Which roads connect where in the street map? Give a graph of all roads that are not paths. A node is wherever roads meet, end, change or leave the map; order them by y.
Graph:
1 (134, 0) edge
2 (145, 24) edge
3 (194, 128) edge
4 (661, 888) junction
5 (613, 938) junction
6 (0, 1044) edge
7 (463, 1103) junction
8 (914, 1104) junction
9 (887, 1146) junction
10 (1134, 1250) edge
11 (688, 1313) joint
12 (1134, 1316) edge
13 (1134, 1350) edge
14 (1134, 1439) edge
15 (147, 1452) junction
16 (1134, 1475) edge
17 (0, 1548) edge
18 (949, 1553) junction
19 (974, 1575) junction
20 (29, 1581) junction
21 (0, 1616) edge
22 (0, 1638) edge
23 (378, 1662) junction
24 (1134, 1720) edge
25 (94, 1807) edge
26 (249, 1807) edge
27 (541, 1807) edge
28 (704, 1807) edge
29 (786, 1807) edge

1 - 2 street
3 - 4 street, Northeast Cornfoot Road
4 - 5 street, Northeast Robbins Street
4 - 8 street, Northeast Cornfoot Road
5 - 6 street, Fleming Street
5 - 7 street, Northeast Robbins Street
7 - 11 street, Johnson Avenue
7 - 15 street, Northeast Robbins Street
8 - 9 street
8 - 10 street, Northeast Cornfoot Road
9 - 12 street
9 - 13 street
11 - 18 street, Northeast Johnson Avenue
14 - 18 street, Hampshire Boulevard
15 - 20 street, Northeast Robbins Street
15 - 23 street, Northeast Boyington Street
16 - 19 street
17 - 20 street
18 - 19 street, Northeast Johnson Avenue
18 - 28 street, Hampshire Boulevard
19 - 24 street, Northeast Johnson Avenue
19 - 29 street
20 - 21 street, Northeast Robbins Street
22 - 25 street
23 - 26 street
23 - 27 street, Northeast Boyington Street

————————

_Task item:_
Collect from the data above every line that includes "Robbins".

_Solution to the problem:_
4 - 5 street, Northeast Robbins Street
5 - 7 street, Northeast Robbins Street
7 - 15 street, Northeast Robbins Street
15 - 20 street, Northeast Robbins Street
20 - 21 street, Northeast Robbins Street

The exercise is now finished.